Dans la soirée du 16 octobre 1984, le corps de Grégory Villemin, âgé de quatre ans, est découvert dans la Vologne. L'enfant est mort noyé, mains et jambes liées, à Docelles, à sept kilomètres en aval de Lépanges-sur-Vologne, où il vivait avec ses parents, Christine et Jean-Marie Villemin.

Le lendemain, le 17 octobre, une lettre anonyme adressée à Jean-Marie Villemin revendique le crime. « J'espère que tu mourras de chagrin, le chef. Ce n'est pas ton argent qui pourra te redonner ton fils. Voilà ma vengeance, pauvre con », écrit un mystérieux corbeau. Au village, Jean-Marie Villemin est jalousé bien que sa réussite sociale ne soit pas arrogante.

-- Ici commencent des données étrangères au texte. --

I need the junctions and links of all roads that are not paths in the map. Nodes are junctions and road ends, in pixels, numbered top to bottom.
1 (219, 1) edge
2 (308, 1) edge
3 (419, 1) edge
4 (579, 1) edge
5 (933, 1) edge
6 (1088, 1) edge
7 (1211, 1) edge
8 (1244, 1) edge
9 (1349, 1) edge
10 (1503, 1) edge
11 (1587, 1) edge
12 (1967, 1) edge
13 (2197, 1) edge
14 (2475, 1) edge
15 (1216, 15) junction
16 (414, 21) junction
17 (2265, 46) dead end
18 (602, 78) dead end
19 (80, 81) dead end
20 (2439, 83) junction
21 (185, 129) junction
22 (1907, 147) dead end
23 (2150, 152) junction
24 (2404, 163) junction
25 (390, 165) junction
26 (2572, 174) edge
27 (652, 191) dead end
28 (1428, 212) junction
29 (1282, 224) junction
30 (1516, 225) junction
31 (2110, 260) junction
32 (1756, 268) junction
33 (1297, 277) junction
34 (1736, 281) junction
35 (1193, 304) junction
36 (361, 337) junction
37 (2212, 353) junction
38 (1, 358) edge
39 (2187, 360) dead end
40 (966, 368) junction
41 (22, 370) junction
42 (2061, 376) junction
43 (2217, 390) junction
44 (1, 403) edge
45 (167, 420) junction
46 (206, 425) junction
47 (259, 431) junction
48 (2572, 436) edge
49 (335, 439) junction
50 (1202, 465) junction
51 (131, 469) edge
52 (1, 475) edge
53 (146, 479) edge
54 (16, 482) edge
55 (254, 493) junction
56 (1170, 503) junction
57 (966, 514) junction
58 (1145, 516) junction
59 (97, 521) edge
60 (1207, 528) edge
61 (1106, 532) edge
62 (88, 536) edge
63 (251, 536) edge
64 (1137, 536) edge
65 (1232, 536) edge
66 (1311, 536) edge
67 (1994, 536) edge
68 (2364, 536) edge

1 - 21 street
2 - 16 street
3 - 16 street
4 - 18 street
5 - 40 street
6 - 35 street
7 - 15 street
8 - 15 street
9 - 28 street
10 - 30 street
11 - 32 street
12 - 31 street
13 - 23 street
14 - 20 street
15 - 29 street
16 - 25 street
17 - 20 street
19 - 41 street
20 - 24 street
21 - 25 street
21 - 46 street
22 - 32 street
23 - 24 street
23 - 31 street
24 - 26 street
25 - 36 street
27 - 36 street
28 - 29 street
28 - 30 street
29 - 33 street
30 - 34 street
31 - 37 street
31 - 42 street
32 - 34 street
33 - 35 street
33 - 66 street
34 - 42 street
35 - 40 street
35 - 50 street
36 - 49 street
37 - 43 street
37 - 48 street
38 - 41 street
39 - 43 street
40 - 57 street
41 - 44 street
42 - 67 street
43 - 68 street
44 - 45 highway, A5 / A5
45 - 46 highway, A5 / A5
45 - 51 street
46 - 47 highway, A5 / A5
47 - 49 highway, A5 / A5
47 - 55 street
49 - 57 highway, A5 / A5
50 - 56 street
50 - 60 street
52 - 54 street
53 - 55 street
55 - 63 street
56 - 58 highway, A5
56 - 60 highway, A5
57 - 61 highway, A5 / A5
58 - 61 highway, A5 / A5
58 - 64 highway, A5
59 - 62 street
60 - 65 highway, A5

Bernard Laroche, cousin germain de Jean-Marie Villemin, est dénoncé par Muriel, sa belle-sœur de quinze ans. Elle se rétracte, et il clame son innocence, mais il est inculpé du crime par le juge d'instruction d'Épinal, Jean-Michel Lambert, le 5 novembre 1984.

Le 4 février 1985, le juge, contre l'avis du ministère public, libère Bernard Laroche, qui reprend son travail. Le 29 mars, il est abattu d'un coup de fusil par Jean-Marie Villemin qui lui impute l'assassinat de son fils.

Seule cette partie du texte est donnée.